*TASK*
Produce a verbatim copy of the data below that contains no pictures.

*EXERCISE INPUT*

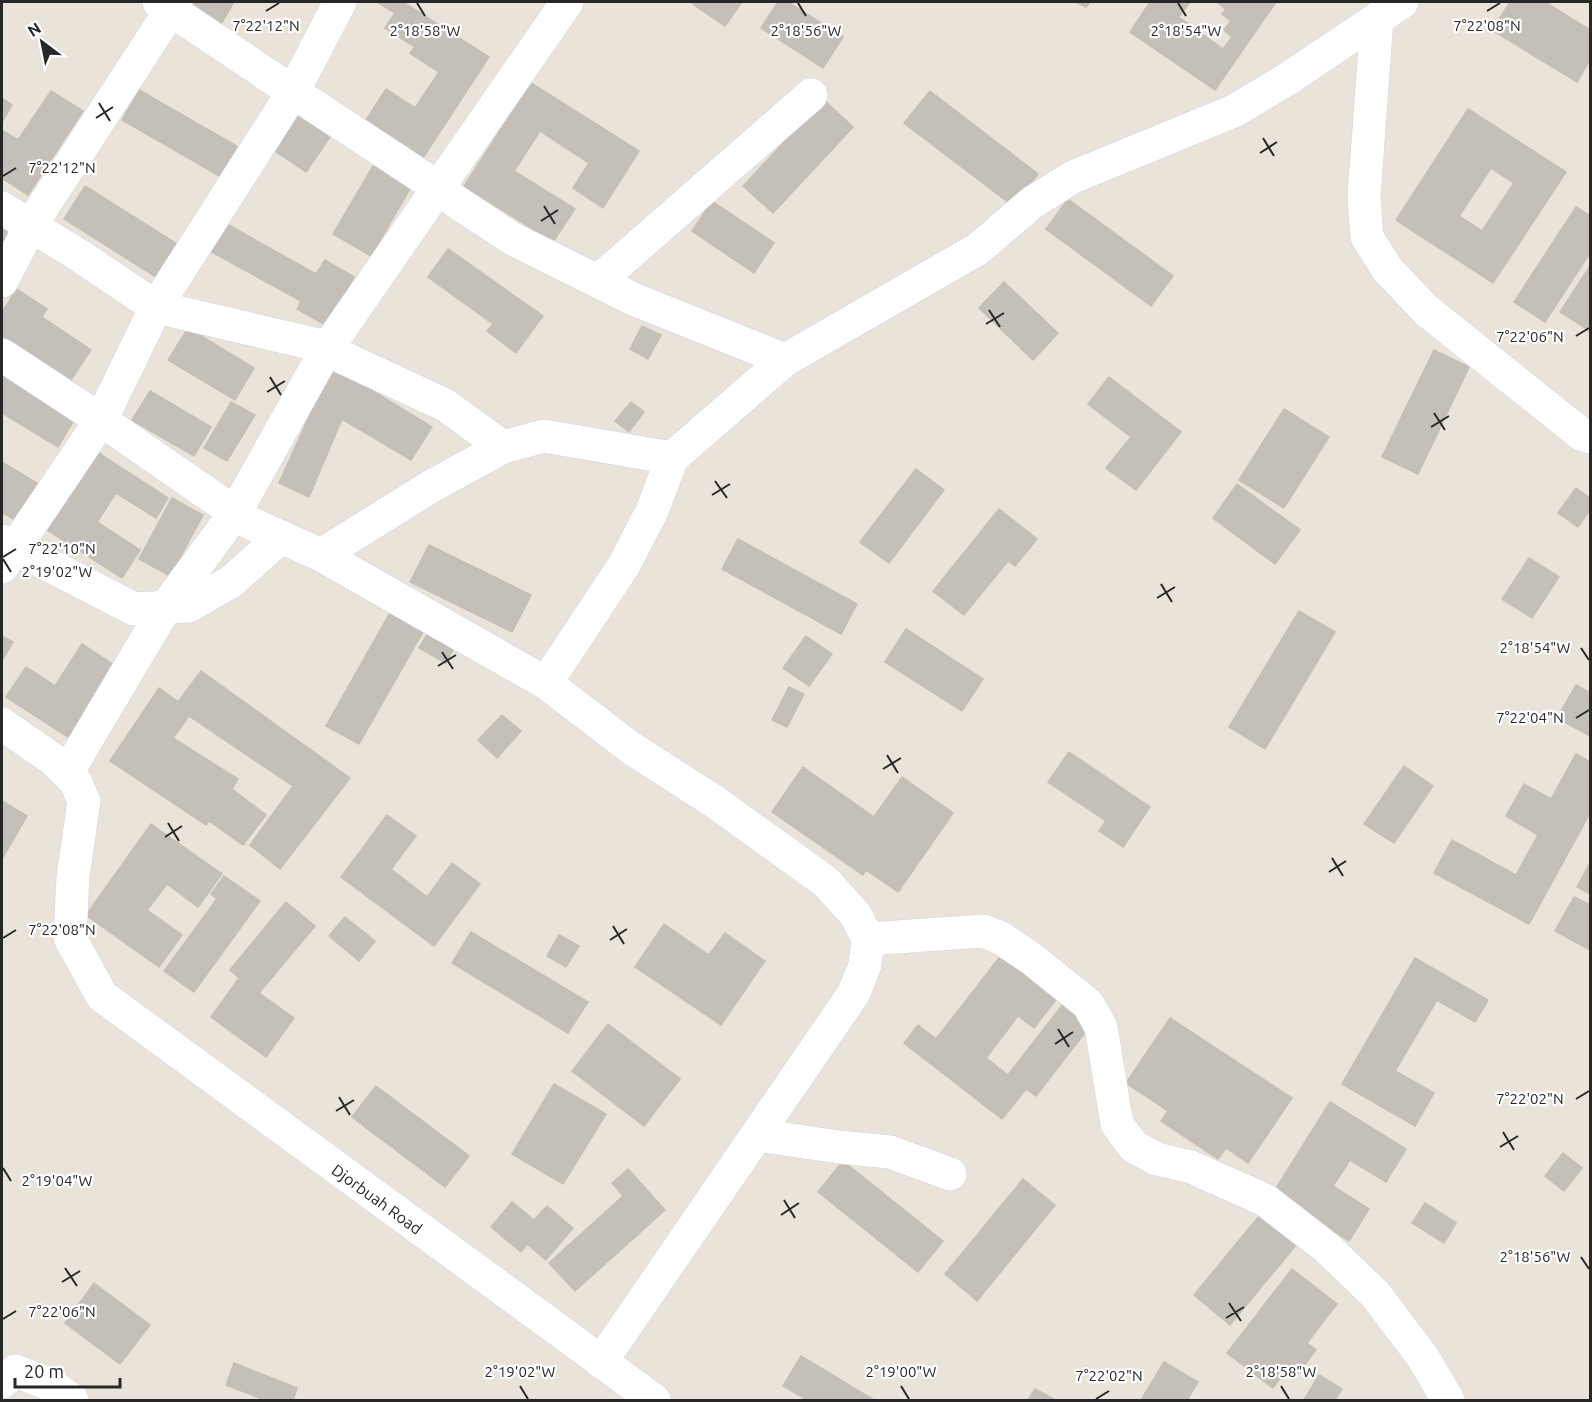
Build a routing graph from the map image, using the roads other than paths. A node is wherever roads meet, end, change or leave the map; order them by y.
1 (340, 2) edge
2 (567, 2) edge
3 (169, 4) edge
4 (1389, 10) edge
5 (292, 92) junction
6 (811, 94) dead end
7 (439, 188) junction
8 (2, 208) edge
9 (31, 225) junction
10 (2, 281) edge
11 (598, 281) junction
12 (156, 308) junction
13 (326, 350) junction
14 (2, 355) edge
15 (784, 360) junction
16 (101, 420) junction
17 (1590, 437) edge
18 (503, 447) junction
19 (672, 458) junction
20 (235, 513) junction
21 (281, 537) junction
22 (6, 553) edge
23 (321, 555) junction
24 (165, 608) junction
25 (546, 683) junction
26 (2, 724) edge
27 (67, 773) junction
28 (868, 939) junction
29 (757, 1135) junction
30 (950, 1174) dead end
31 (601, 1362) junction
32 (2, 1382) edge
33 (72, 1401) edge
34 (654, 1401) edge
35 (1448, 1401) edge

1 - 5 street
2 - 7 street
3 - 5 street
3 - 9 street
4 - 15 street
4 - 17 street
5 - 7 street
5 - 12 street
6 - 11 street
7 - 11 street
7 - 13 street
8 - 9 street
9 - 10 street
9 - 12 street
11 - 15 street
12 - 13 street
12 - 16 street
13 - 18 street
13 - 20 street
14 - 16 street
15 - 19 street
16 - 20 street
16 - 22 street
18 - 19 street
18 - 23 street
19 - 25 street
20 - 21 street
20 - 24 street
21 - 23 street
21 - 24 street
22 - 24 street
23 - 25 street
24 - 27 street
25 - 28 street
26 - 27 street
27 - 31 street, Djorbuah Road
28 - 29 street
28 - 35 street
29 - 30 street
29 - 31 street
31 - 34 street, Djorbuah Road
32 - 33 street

*EXERCISE RESULT*
Build a routing graph from the map image, using the roads other than paths. A node is wherever roads meet, end, change or leave the map; order them by y.
1 (340, 2) edge
2 (567, 2) edge
3 (169, 4) edge
4 (1389, 10) edge
5 (292, 92) junction
6 (811, 94) dead end
7 (439, 188) junction
8 (2, 208) edge
9 (31, 225) junction
10 (2, 281) edge
11 (598, 281) junction
12 (156, 308) junction
13 (326, 350) junction
14 (2, 355) edge
15 (784, 360) junction
16 (101, 420) junction
17 (1590, 437) edge
18 (503, 447) junction
19 (672, 458) junction
20 (235, 513) junction
21 (281, 537) junction
22 (6, 553) edge
23 (321, 555) junction
24 (165, 608) junction
25 (546, 683) junction
26 (2, 724) edge
27 (67, 773) junction
28 (868, 939) junction
29 (757, 1135) junction
30 (950, 1174) dead end
31 (601, 1362) junction
32 (2, 1382) edge
33 (72, 1401) edge
34 (654, 1401) edge
35 (1448, 1401) edge

1 - 5 street
2 - 7 street
3 - 5 street
3 - 9 street
4 - 15 street
4 - 17 street
5 - 7 street
5 - 12 street
6 - 11 street
7 - 11 street
7 - 13 street
8 - 9 street
9 - 10 street
9 - 12 street
11 - 15 street
12 - 13 street
12 - 16 street
13 - 18 street
13 - 20 street
14 - 16 street
15 - 19 street
16 - 20 street
16 - 22 street
18 - 19 street
18 - 23 street
19 - 25 street
20 - 21 street
20 - 24 street
21 - 23 street
21 - 24 street
22 - 24 street
23 - 25 street
24 - 27 street
25 - 28 street
26 - 27 street
27 - 31 street, Djorbuah Road
28 - 29 street
28 - 35 street
29 - 30 street
29 - 31 street
31 - 34 street, Djorbuah Road
32 - 33 street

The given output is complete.